1. This is undefined behaviour. _CAT starts with an underscore followed by a
capital letter. Such names are reserved for the implementation. In
addition, _CAT is in the global namespace, and names beginning with
underscore in the global namespace is reserved.
2. __CAT has not been declared. Declaring it yourself would be undefined
behaviour too, because it contains two consecutive underscores, and names
containing two consecutive underscores are reserved for the implementation.
#define WSTR(A) _CAT(L,A)

int main()
{
wchar_t x[] = WSTR( __FILE__ );
}
 
M

Miguel Guedes

Robert said:
This is undefined behaviour. The name __WFILE__ contains two consecutive
underscores.

Darn old MsVC accepts everything you throw at it...

Thanks for pointing that out, as I now know that in C++ "reserved
identifiers include keywords with two consecutive underscores (__), all
that start with an underscore followed by an uppercase letter, and some
other categories of reserved identifiers carried over from the C library
specification." [1]


[1] http://en.wikibooks.org/wiki/C++_Programming/Getting_Started
 
G

Gianni Mariani

Robert said:
Gianni Mariani wrote: ....
1. This is undefined behaviour. _CAT starts with an underscore followed by a
capital letter. Such names are reserved for the implementation. In
addition, _CAT is in the global namespace, and names beginning with
underscore in the global namespace is reserved.
2. __CAT has not been declared. Declaring it yourself would be undefined
behaviour too, because it contains two consecutive underscores, and names
containing two consecutive underscores are reserved for the implementation.

oops - I cut-n-pasted the wrong thing...
 
J

Jack Klein

It seems true, but I can't find any exact statement on this in the C
or C++ standard.

The C and C++ standard states:

"__FILE_ The presumed name of the source file (a character string
literal)."
Correct.

However, what the term "character string literal" means is not exactly
defined. It can be interpreted as a string "C:\\HelloWorld.cpp" or a
wide string L"C:\\HelloWorld.cpp".

Yes, it is well defined, see quotation from the C++ standard below,
and no it cannot be interpreted as a wide string.

6.4.5 P2:

"A character string literal is a sequence of zero or more multibyte
characters enclosed in double-quotes, as in "xyz". A wide string
literal is the same, except prefixed by the letter L."
So, I think __FILE__ can be interpreted as a wide string by the
implementation, which still conforms to the standard.

Am I right?

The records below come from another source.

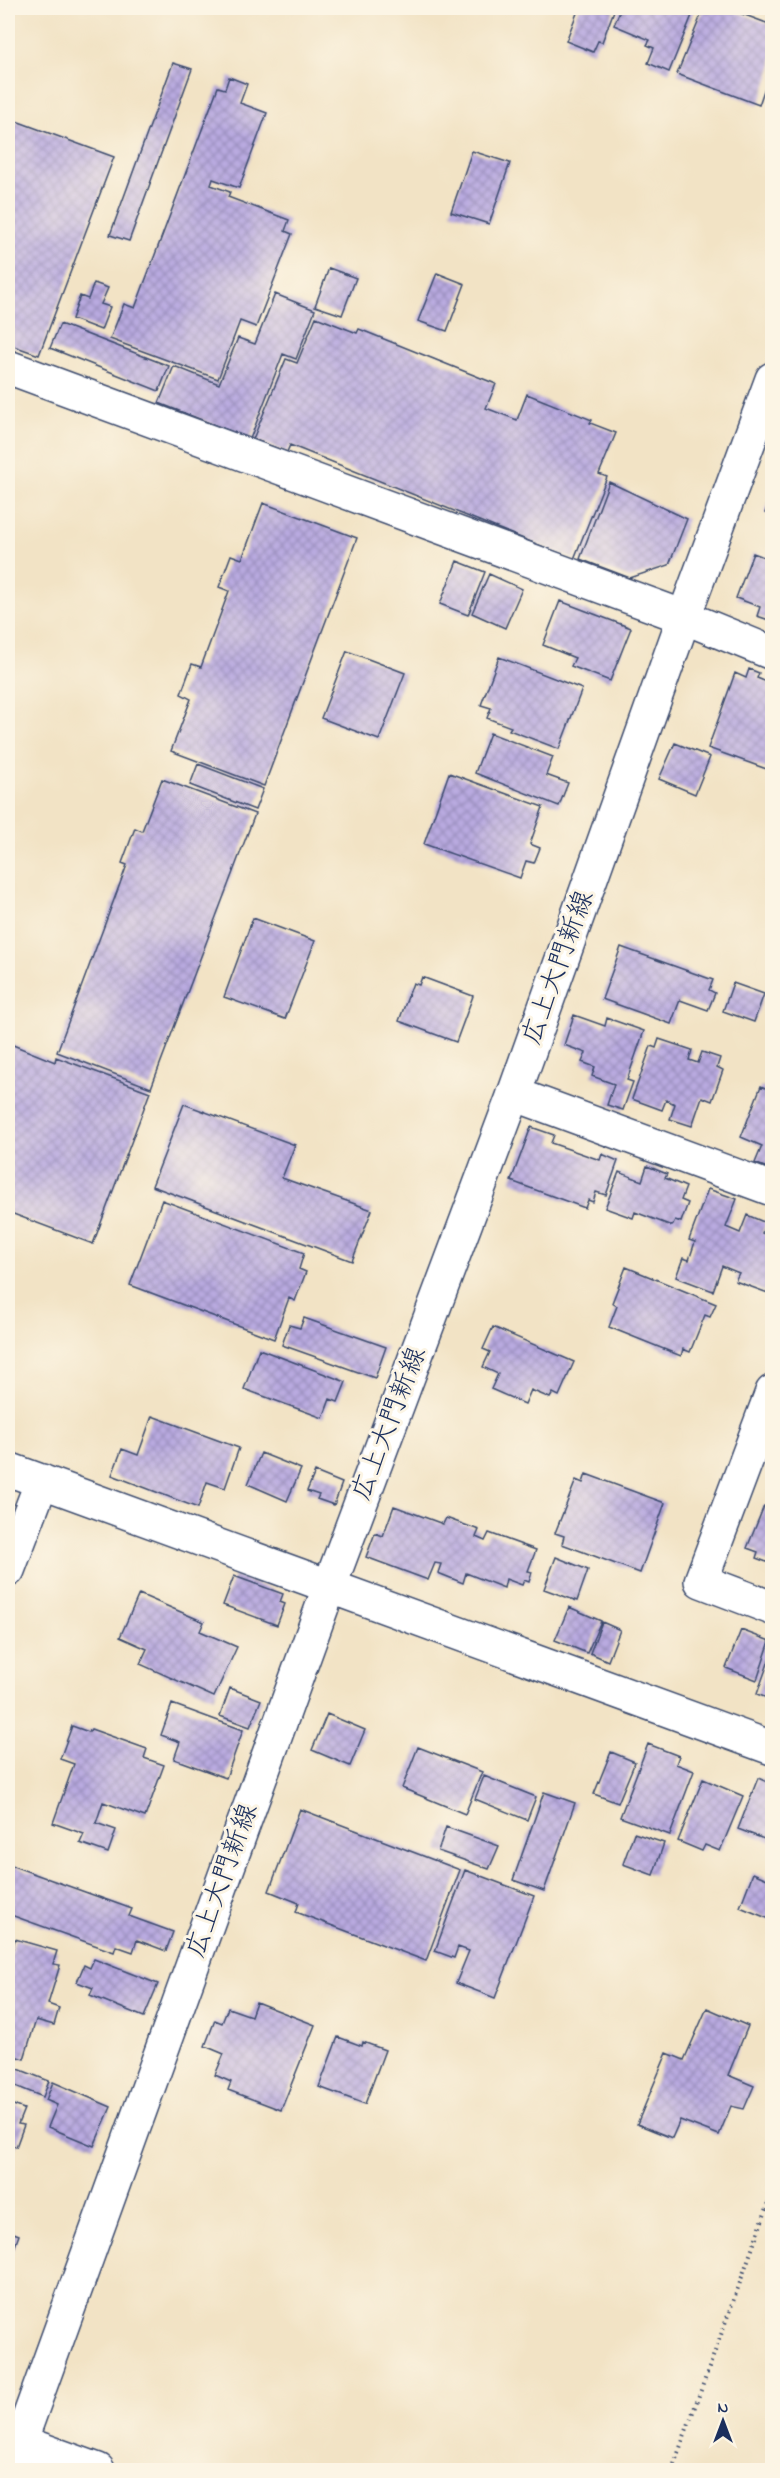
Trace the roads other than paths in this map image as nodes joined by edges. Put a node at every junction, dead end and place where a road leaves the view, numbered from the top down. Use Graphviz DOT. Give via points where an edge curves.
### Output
graph roads {
  1 [pos="8,367"];
  2 [pos="772,379"];
  3 [pos="684,617"];
  4 [pos="772,653"];
  5 [pos="514,1094"];
  6 [pos="772,1189"];
  7 [pos="772,1392"];
  8 [pos="8,1469"];
  9 [pos="42,1481"];
  10 [pos="8,1570"];
  11 [pos="330,1585"];
  12 [pos="772,1608"];
  13 [pos="772,1748"];
  14 [pos="14,2453"];
  15 [pos="98,2470"];
  1 -- 3 [label="street"];
  2 -- 3 [label="street, 広上大門新線"];
  3 -- 4 [label="street"];
  3 -- 5 [label="street, 広上大門新線"];
  5 -- 6 [label="street"];
  5 -- 11 [label="street, 広上大門新線"];
  7 -- 12 [label="street" via="701,1581"];
  8 -- 9 [label="street"];
  9 -- 10 [label="street"];
  9 -- 11 [label="street"];
  11 -- 13 [label="street"];
  11 -- 14 [label="street, 広上大門新線"];
  14 -- 15 [label="street"];
}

Any comment?

If you mean "do you think what you have stated that you think", then
you are probably right, but only you know for sure.

If you mean whether you are right about an implementation being
allowed to expand the macro __FILE__ to a wide string literal, no you
are incorrect.T

he standard specifically defined "character string literal" and "wide
string literal" as two different things in the quoted paragraph above.

--
Jack Klein
Home: http://JK-Technology.Com
FAQs for
comp.lang.c http://c-faq.com/
comp.lang.c++ http://www.parashift.com/c++-faq-lite/
alt.comp.lang.learn.c-c++
http://www.club.cc.cmu.edu/~ajo/docs/FAQ-acllc.html
 
A

Alf P. Steinbach

* Jack Klein:
Yes, it is well defined, see quotation from the C++ standard below,
and no it cannot be interpreted as a wide string.

6.4.5 P2:

"A character string literal is a sequence of zero or more multibyte
characters enclosed in double-quotes, as in "xyz". A wide string
literal is the same, except prefixed by the letter L."

Sorry, that's incorrect: that's from the C standard, not the C++ standard.
 
A

Alf P. Steinbach

* xmllmx:
Thank you, Jack.

That's just what I'm looking for.

Please don't top post.

And note that that is not from the C++ standard (it's from the C standard).
 
X

xmllmx

* xmllmx:




Please don't top post.

And note that that is not from the C++ standard (it's from the C standard).

--
A: Because it messes up the order in which people normally read text.
Q: Why is it such a bad thing?
A: Top-posting.
Q: What is the most annoying thing on usenet and in e-mail?

OK. Alf. Thank you for your correcting.

I looked it up in the C standard. I always think the C++ standard
inherits almost all from the C standard, so, I think everything in the
C standard always conforms to the C++ standard, but not vice versa.